TASK TO COMPLETE – Could you copy each line of the entries that contains "highway"?

DATA IN THIS EXERCISE –
○ ○ ○

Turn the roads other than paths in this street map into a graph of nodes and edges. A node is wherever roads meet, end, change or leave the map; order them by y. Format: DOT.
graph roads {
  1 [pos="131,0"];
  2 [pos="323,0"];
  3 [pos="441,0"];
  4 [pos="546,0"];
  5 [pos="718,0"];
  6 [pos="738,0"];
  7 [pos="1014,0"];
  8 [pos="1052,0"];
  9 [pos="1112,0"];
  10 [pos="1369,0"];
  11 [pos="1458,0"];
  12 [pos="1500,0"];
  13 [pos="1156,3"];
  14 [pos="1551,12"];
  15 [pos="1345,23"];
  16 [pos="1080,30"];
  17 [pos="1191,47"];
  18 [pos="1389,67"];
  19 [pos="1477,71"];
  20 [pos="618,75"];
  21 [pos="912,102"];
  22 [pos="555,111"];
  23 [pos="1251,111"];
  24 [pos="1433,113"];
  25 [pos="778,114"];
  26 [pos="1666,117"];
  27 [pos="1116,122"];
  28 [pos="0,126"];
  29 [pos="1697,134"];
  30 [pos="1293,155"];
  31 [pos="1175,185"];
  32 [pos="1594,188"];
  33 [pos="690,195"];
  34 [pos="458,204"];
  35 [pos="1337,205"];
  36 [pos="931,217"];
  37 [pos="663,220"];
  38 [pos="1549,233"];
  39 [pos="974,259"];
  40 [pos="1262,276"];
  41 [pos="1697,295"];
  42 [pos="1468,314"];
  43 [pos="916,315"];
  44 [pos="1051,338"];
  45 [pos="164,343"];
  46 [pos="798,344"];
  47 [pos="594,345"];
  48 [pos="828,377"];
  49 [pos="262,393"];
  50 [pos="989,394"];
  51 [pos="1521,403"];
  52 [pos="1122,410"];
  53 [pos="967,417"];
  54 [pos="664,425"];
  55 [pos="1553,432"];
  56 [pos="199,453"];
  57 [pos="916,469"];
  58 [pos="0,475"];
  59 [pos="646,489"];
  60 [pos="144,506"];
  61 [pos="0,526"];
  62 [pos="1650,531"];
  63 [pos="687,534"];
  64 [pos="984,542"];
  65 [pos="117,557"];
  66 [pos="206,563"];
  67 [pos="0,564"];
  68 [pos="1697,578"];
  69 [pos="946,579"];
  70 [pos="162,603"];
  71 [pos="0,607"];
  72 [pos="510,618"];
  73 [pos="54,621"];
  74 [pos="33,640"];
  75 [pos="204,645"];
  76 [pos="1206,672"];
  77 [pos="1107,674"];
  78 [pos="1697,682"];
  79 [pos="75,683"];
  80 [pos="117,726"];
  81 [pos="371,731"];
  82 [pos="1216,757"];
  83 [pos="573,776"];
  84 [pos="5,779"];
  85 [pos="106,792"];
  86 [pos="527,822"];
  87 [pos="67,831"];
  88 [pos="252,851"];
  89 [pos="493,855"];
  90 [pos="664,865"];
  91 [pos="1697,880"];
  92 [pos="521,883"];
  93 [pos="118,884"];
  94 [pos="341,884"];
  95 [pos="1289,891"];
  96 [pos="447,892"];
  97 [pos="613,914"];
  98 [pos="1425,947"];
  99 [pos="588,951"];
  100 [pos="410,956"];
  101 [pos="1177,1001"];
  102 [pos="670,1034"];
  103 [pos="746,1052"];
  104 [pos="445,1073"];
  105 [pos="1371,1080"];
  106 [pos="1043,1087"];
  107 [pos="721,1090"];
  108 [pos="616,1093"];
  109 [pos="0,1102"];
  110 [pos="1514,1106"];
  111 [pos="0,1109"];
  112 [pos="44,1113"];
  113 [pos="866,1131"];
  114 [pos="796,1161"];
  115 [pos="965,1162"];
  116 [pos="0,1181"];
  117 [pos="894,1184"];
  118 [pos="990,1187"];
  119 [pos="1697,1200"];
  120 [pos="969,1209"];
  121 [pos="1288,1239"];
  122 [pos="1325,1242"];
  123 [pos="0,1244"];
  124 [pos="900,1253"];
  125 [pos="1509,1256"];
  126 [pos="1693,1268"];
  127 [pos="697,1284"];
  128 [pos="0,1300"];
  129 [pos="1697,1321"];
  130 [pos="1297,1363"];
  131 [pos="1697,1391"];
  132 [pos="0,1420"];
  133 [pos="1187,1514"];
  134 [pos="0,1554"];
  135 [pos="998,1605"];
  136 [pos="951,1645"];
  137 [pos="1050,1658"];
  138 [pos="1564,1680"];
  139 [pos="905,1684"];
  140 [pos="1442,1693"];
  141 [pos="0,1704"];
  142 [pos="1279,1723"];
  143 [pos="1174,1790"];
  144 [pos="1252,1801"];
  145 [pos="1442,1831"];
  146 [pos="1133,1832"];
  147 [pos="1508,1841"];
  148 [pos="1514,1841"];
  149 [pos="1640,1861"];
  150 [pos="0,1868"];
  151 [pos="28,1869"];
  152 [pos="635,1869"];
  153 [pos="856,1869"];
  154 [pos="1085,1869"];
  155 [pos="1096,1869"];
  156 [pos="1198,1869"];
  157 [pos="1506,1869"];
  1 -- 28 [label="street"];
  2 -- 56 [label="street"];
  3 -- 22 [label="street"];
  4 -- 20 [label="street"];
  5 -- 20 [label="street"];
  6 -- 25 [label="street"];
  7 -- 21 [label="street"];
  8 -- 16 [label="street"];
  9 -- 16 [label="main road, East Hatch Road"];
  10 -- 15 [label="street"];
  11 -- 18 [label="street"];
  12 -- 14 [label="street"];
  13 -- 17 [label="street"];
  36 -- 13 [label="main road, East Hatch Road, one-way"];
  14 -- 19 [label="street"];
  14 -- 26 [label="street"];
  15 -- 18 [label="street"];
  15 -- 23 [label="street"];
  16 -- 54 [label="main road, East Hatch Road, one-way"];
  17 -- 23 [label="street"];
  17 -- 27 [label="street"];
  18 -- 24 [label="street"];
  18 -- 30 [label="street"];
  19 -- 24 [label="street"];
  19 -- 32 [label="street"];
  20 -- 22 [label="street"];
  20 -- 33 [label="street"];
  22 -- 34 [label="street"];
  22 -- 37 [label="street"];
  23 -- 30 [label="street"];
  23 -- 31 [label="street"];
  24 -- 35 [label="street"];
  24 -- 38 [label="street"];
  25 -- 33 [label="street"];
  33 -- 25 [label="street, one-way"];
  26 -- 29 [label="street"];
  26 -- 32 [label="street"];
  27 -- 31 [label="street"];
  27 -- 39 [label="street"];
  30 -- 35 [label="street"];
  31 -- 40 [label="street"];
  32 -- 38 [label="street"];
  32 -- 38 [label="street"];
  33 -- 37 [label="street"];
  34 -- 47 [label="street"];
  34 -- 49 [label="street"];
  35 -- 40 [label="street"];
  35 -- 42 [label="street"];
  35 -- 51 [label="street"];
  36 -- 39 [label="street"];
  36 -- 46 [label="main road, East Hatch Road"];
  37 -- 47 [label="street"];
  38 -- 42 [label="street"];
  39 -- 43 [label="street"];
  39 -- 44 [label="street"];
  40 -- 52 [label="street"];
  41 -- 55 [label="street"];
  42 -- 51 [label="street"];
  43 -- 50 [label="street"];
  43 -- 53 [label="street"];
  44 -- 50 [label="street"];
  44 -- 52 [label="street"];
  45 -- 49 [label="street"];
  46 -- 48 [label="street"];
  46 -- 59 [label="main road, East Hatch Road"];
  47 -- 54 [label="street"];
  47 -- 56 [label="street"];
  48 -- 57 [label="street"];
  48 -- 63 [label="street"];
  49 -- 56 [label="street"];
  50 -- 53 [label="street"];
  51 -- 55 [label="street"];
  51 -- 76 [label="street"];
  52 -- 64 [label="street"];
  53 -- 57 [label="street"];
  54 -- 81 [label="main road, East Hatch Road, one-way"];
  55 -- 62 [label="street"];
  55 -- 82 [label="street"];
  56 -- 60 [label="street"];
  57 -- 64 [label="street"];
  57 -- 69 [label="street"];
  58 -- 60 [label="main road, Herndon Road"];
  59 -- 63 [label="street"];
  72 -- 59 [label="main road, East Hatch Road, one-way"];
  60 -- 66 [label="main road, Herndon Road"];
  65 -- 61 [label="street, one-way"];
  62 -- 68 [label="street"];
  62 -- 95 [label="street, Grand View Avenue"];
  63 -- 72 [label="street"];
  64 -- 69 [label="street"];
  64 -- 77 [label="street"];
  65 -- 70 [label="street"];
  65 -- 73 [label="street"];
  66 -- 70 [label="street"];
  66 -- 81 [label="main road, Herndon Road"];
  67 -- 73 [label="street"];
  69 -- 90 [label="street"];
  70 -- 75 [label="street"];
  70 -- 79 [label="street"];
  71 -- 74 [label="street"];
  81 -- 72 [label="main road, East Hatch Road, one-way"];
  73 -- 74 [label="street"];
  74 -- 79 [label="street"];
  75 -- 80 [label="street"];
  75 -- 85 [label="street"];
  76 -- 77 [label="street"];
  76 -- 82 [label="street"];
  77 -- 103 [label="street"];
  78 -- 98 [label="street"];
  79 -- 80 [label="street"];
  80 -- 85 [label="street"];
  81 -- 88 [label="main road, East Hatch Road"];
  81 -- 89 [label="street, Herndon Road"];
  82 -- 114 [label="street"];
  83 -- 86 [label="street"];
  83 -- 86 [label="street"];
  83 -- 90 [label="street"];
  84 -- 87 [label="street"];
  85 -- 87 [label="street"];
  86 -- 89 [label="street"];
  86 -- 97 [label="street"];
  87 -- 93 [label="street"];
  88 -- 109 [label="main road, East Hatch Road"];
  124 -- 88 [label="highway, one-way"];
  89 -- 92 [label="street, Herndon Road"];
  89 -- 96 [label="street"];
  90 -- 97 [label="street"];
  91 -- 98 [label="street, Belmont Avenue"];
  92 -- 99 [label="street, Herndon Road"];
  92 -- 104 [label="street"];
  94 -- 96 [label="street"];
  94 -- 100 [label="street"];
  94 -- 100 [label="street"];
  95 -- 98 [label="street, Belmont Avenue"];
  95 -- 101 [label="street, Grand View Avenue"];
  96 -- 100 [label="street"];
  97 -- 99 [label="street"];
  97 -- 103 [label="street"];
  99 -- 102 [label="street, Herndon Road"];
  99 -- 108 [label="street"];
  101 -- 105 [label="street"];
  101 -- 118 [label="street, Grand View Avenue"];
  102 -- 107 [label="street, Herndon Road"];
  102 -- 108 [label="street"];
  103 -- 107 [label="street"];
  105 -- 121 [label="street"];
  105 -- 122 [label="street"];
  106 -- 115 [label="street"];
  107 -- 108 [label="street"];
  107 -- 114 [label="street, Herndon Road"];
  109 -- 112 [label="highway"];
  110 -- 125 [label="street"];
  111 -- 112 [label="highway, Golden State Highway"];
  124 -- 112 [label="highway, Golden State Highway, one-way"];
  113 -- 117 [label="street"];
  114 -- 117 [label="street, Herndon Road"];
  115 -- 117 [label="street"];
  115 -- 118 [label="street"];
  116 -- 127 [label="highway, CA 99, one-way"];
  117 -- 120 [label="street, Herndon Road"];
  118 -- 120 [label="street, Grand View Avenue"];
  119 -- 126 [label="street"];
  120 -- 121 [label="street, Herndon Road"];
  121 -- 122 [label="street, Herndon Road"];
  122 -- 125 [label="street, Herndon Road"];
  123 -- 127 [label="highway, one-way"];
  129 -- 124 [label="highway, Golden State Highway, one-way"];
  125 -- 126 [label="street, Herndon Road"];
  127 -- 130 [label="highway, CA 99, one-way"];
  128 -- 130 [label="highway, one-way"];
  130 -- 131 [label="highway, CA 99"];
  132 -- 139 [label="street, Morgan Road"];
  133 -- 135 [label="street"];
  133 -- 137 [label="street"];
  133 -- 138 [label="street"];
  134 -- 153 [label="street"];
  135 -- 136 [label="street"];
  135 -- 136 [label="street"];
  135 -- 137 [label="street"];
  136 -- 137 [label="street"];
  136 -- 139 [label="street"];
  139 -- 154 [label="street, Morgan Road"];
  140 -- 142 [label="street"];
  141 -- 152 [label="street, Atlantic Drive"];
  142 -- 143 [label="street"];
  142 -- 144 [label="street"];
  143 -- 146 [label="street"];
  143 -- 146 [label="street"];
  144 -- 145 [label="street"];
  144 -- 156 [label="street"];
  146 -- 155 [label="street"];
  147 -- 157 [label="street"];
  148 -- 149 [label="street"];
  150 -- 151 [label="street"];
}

○ ○ ○

WORKED SOLUTION –
  124 -- 88 [label="highway, one-way"];
  109 -- 112 [label="highway"];
  111 -- 112 [label="highway, Golden State Highway"];
  124 -- 112 [label="highway, Golden State Highway, one-way"];
  116 -- 127 [label="highway, CA 99, one-way"];
  123 -- 127 [label="highway, one-way"];
  129 -- 124 [label="highway, Golden State Highway, one-way"];
  127 -- 130 [label="highway, CA 99, one-way"];
  128 -- 130 [label="highway, one-way"];
  130 -- 131 [label="highway, CA 99"];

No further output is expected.